Look through the material below and give the number of lines holding "that", with no other words.
──────── Provided records ────────
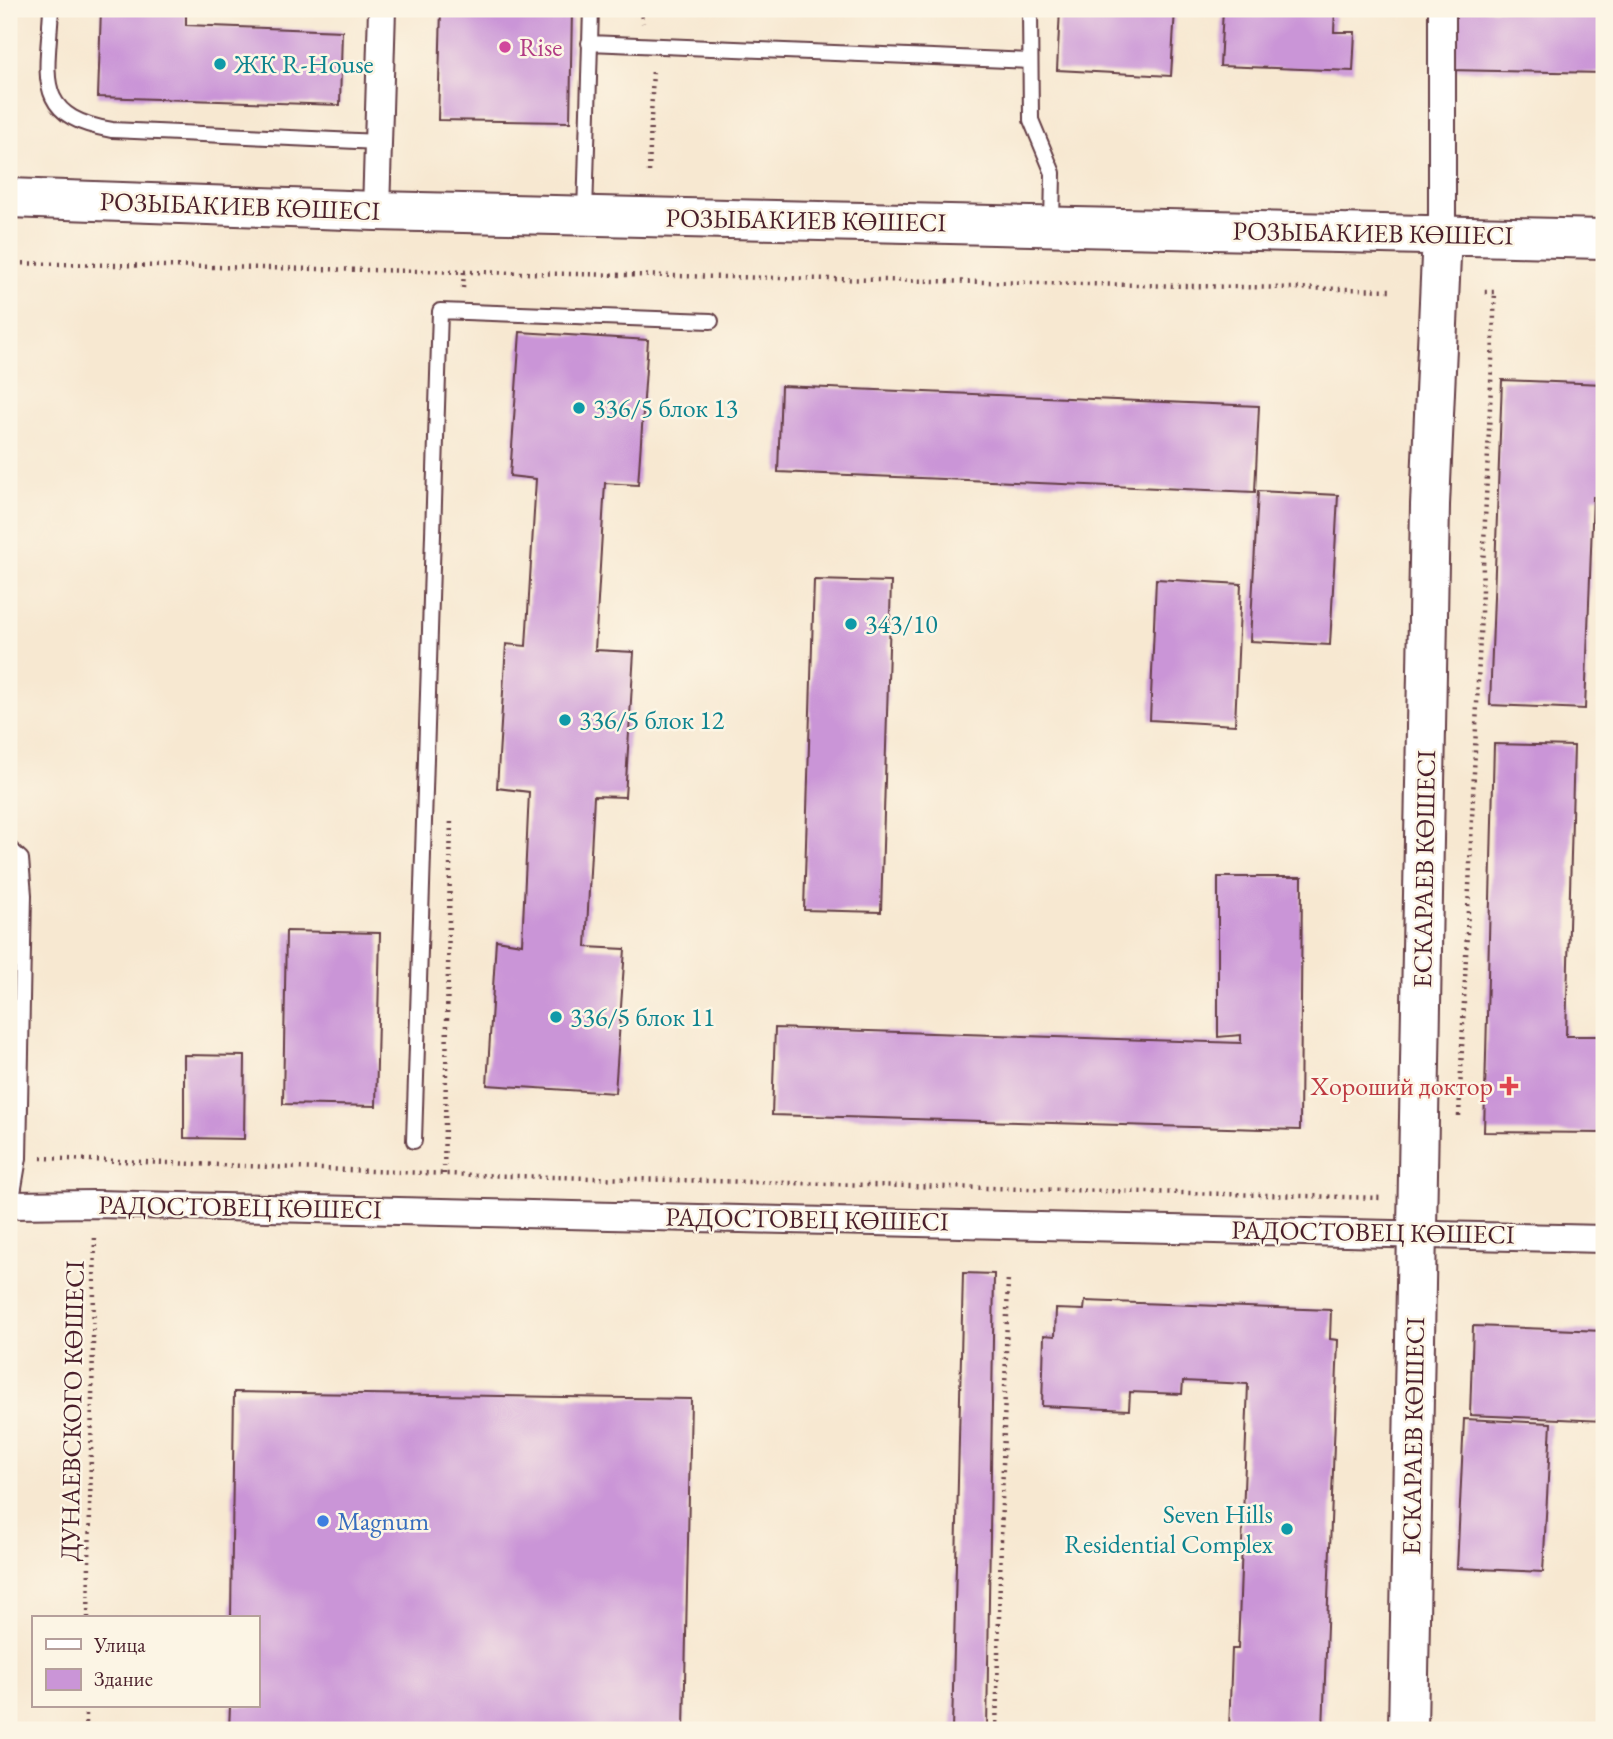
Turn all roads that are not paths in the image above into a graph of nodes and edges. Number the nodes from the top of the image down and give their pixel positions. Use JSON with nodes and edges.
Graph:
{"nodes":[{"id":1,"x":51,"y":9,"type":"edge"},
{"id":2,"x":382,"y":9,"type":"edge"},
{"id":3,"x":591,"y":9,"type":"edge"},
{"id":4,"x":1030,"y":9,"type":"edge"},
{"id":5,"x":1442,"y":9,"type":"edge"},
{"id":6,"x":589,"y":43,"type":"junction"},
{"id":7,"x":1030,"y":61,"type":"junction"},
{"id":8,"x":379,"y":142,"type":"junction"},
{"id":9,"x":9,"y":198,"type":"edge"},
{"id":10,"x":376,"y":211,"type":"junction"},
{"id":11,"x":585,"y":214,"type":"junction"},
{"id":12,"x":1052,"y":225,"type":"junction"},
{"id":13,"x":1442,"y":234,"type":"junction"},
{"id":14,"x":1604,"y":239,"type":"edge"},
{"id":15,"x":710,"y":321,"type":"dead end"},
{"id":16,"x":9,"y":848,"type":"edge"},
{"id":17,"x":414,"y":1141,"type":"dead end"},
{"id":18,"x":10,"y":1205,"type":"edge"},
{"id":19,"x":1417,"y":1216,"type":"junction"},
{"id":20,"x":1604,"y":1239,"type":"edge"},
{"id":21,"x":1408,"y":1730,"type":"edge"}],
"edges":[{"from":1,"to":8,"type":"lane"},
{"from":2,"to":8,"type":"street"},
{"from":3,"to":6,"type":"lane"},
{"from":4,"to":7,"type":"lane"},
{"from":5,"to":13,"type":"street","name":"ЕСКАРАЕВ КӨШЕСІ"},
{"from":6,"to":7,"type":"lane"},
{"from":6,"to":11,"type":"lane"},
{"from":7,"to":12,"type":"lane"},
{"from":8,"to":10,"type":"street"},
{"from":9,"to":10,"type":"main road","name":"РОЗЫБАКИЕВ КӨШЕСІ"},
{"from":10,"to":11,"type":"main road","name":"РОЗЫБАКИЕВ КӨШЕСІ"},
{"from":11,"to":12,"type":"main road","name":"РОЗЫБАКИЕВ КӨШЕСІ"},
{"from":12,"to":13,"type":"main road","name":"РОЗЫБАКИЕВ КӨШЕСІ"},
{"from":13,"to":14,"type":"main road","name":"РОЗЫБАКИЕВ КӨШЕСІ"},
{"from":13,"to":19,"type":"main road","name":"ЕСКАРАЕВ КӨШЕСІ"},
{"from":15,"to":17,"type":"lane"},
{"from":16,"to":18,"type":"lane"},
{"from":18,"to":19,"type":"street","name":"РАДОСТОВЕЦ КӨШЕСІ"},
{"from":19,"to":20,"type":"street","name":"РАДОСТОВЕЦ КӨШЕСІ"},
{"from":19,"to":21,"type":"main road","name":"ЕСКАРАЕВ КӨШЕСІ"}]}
────────
──────── Provided records ────────
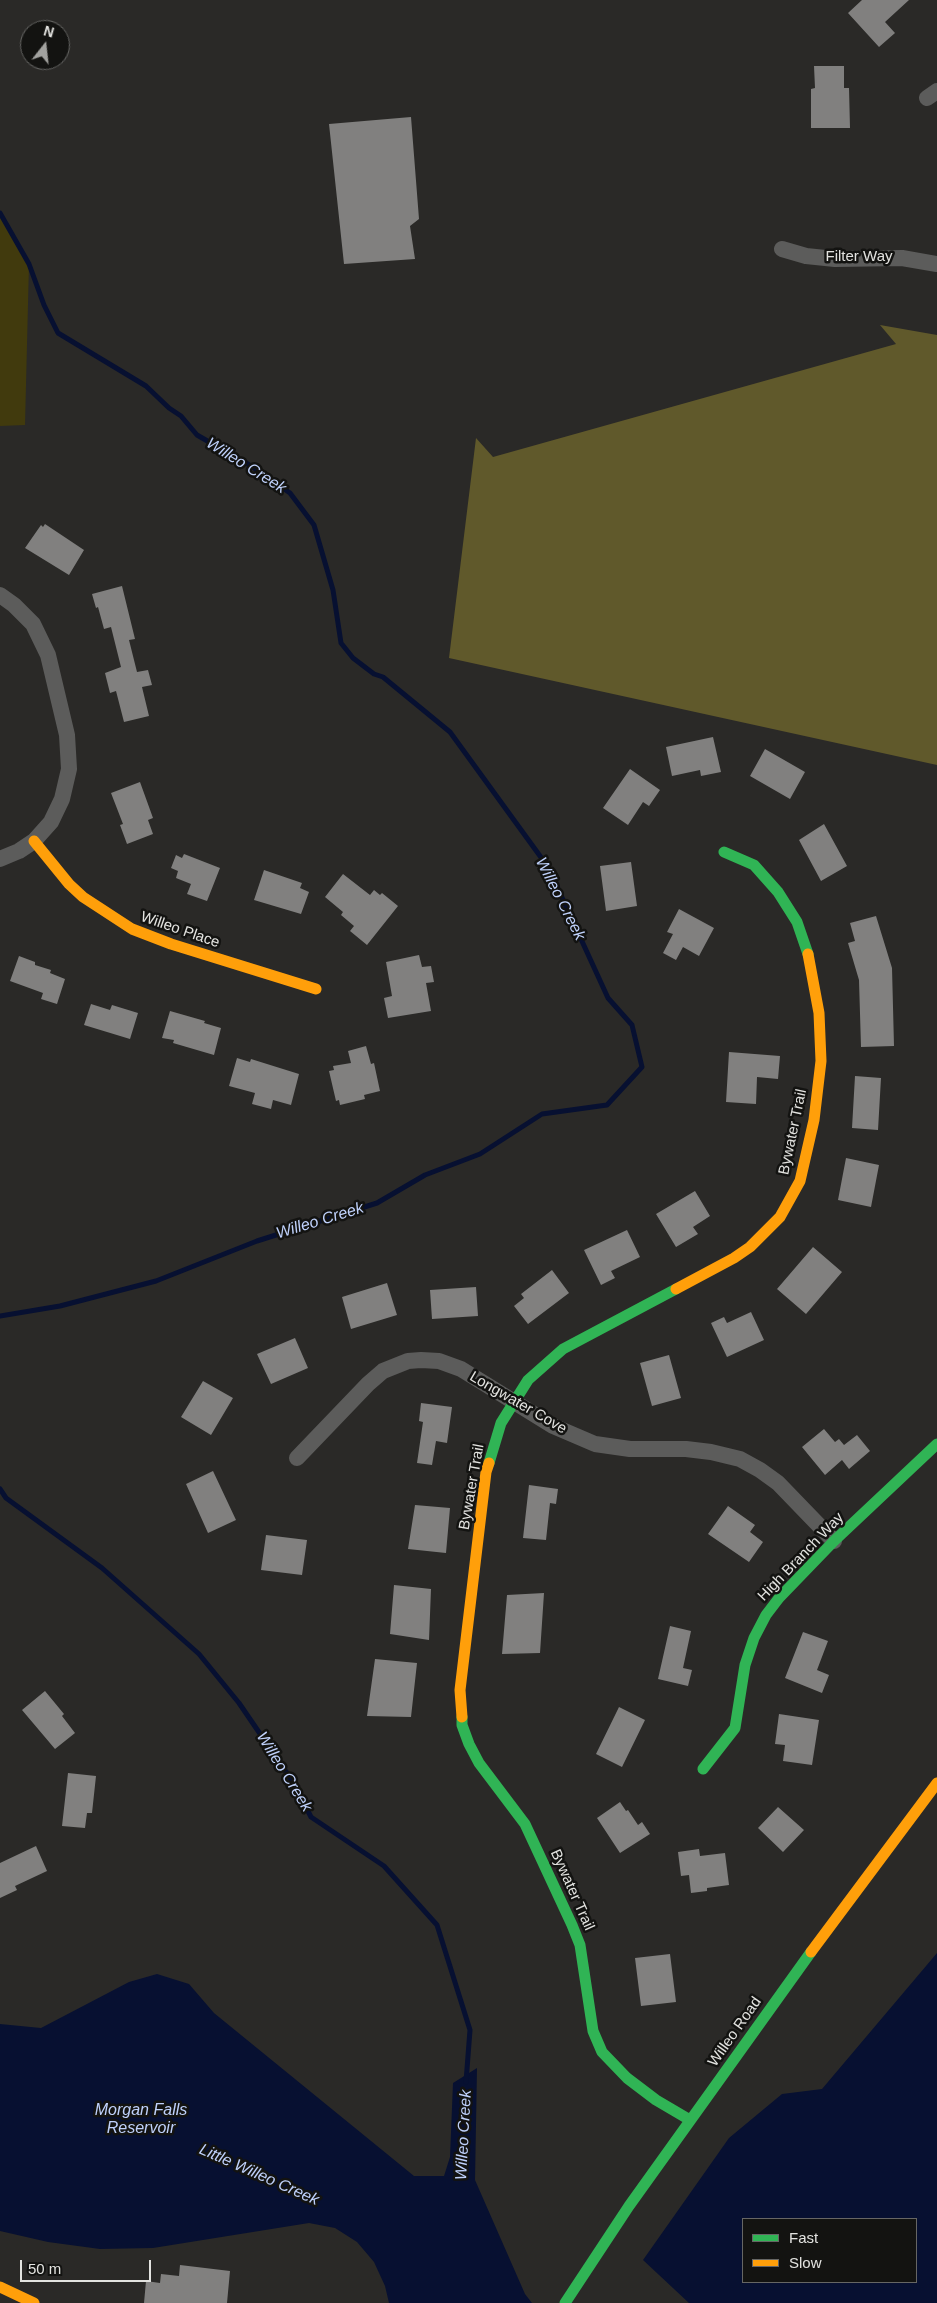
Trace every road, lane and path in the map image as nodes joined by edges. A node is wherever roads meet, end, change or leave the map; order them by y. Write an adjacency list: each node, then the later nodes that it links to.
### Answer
────────
──────── Provided records ────────
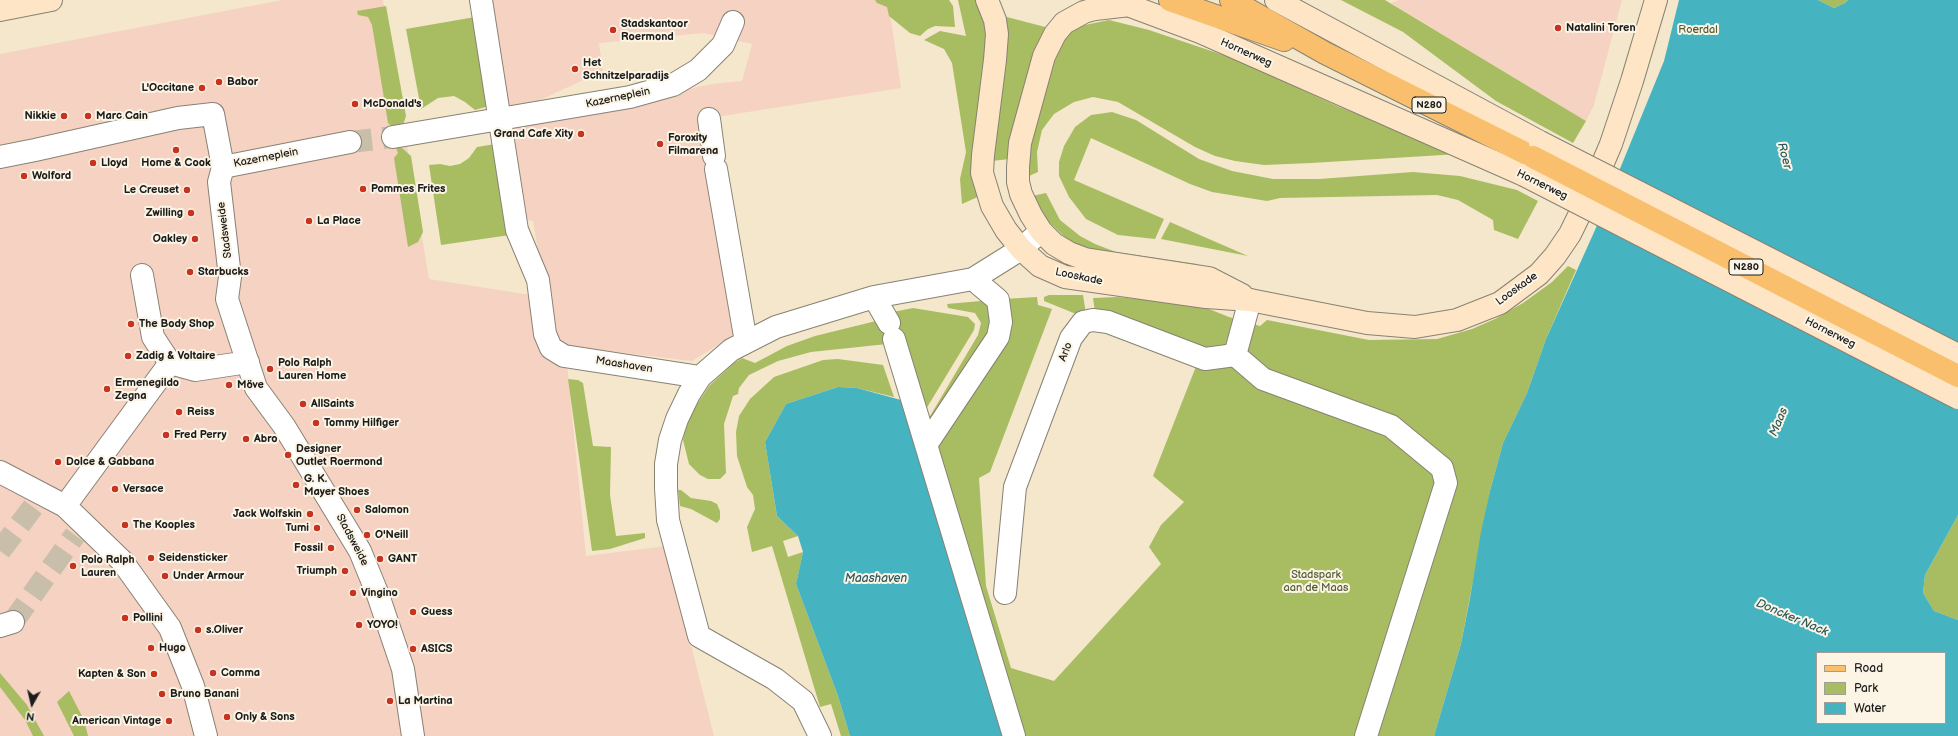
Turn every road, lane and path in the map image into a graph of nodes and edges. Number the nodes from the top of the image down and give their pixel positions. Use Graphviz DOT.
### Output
────────
**Task answer:** 2